◆ DATA RECORDS ◆
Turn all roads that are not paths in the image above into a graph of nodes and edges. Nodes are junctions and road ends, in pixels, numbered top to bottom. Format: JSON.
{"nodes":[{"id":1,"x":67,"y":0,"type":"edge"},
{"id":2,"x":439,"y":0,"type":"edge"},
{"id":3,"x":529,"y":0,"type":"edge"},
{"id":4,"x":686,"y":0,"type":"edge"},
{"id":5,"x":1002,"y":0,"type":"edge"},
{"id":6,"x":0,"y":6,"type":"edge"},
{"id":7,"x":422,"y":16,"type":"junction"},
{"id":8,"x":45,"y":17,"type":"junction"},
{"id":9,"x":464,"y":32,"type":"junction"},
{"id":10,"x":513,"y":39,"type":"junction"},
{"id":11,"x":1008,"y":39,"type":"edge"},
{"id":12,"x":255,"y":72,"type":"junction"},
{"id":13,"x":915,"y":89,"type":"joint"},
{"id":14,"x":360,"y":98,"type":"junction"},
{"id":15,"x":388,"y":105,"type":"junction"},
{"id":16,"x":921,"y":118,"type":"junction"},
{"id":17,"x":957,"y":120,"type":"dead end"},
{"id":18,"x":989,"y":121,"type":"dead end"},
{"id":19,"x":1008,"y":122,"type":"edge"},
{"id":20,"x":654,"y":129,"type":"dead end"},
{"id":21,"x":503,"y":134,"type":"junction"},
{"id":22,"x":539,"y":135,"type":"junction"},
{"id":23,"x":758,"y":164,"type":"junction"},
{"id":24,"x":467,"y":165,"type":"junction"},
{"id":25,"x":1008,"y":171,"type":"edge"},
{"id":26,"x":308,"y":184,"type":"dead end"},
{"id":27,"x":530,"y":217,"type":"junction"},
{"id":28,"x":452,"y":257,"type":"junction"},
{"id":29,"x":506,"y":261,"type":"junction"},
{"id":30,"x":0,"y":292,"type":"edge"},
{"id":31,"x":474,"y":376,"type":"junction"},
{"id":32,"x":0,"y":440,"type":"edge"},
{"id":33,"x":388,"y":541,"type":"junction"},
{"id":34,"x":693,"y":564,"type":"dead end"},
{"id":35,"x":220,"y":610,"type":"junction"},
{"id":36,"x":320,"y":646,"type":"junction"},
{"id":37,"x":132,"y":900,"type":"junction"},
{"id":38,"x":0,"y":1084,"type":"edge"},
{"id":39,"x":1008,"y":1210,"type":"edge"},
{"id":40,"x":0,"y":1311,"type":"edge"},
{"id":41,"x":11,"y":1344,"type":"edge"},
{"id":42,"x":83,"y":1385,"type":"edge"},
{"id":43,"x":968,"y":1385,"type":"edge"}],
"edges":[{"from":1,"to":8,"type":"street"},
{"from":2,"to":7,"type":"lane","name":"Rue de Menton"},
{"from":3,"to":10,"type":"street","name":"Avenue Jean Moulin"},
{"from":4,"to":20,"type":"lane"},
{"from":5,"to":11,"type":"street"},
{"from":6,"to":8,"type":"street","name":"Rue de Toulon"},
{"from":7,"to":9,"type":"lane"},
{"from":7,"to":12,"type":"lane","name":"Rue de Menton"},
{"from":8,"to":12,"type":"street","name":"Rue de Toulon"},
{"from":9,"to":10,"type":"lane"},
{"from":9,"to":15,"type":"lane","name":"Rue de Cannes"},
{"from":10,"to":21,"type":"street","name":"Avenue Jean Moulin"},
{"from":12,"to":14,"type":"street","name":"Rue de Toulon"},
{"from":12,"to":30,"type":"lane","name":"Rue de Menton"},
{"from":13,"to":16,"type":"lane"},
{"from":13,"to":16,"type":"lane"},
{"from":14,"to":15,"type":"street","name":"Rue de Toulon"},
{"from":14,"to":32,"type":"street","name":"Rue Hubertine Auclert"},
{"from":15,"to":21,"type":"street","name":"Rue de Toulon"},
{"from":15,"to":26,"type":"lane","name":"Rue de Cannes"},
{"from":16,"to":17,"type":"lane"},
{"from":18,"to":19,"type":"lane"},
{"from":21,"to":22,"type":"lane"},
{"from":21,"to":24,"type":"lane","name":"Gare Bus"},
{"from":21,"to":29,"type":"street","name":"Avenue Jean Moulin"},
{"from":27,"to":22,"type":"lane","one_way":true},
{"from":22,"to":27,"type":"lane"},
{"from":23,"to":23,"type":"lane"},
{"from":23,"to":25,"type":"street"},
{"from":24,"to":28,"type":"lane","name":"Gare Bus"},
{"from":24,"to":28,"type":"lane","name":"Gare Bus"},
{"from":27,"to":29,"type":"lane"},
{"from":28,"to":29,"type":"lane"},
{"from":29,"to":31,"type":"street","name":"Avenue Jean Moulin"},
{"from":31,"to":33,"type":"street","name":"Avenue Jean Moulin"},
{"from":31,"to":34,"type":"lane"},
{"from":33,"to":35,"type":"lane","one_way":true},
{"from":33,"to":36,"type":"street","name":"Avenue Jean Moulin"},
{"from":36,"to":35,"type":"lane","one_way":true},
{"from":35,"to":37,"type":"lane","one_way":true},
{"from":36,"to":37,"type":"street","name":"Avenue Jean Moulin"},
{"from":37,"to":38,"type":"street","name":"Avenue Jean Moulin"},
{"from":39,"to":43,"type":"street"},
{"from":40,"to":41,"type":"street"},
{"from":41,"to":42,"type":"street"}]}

◆ ASSIGNMENT ◆
What is the number of lines above that contain "true"? Answer with that number only.

◆ THE ANSWER ◆
4